# Given information
■ ■ ■ ■ ■ ■ ■

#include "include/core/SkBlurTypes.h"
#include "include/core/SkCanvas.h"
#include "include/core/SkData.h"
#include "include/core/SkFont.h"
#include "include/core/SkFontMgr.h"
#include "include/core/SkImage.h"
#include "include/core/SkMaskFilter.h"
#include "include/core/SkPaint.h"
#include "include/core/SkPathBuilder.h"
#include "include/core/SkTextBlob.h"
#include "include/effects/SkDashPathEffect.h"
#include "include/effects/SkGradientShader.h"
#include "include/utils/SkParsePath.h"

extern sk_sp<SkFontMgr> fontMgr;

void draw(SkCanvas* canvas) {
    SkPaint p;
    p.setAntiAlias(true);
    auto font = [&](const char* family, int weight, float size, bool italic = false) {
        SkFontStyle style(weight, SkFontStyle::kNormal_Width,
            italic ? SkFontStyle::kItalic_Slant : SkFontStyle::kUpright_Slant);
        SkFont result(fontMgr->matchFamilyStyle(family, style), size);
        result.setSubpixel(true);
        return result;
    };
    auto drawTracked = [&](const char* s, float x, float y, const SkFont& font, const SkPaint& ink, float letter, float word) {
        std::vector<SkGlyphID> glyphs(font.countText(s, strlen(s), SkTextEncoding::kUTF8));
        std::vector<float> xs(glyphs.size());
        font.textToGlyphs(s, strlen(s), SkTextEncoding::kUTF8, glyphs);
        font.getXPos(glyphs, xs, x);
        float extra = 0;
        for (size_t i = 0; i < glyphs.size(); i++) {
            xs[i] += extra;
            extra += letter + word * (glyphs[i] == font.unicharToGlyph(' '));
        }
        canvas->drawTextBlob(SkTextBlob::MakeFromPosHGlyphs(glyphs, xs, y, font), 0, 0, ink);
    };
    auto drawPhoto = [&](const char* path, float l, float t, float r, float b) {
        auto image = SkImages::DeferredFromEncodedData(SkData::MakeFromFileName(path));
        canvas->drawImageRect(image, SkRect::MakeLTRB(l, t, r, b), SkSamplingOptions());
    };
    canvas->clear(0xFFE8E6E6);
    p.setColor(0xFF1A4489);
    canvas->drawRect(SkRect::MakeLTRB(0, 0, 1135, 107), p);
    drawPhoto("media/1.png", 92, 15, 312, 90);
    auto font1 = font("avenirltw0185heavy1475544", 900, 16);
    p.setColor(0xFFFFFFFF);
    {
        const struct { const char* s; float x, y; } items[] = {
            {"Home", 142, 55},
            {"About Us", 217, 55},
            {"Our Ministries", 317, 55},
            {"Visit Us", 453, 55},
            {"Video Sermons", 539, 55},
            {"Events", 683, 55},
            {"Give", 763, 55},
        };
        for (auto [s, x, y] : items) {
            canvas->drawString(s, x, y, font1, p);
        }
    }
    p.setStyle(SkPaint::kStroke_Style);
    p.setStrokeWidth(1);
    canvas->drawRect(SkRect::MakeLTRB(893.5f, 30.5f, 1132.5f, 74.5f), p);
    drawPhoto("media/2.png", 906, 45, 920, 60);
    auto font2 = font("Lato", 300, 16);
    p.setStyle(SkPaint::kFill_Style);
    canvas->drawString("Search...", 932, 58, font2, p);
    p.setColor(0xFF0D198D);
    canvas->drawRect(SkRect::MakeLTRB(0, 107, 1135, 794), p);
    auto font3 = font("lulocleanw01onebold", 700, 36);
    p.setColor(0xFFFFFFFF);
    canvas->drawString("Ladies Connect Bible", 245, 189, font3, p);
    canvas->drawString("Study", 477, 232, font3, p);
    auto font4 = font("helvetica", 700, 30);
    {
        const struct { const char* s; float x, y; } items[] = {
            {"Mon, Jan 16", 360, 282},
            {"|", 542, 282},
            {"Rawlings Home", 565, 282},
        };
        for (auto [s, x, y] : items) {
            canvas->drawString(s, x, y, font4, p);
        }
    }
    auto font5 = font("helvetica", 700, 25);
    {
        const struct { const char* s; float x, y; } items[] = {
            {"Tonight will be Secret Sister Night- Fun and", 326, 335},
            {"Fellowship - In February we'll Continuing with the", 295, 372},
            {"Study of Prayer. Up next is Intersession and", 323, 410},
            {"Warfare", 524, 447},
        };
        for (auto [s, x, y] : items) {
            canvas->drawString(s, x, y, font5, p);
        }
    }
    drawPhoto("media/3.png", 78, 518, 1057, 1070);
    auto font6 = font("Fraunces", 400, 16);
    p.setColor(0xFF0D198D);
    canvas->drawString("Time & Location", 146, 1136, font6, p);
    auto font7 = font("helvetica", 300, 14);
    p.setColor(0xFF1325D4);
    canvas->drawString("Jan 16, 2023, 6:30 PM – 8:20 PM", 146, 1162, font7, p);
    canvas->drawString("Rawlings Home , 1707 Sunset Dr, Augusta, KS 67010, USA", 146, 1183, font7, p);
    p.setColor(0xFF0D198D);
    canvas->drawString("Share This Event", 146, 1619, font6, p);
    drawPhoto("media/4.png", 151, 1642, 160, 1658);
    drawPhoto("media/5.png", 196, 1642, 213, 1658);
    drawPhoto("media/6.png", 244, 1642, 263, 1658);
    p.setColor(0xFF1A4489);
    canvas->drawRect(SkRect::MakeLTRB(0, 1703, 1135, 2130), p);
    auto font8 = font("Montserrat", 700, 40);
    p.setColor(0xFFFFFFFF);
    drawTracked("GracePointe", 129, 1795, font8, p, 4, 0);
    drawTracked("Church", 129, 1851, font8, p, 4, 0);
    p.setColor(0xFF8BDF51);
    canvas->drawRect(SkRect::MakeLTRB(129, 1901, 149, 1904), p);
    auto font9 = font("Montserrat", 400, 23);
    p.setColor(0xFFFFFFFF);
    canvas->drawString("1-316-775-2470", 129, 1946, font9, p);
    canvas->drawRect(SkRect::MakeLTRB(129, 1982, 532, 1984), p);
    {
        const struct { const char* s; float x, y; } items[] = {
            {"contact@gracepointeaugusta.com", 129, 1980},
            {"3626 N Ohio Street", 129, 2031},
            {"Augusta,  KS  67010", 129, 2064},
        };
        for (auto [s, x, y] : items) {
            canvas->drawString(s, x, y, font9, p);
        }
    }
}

■ ■ ■ ■ ■ ■ ■

# Task details
Return each line of the listing that holds the string "italic".

# Exercise response
    auto font = [&](const char* family, int weight, float size, bool italic = false) {
            italic ? SkFontStyle::kItalic_Slant : SkFontStyle::kUpright_Slant);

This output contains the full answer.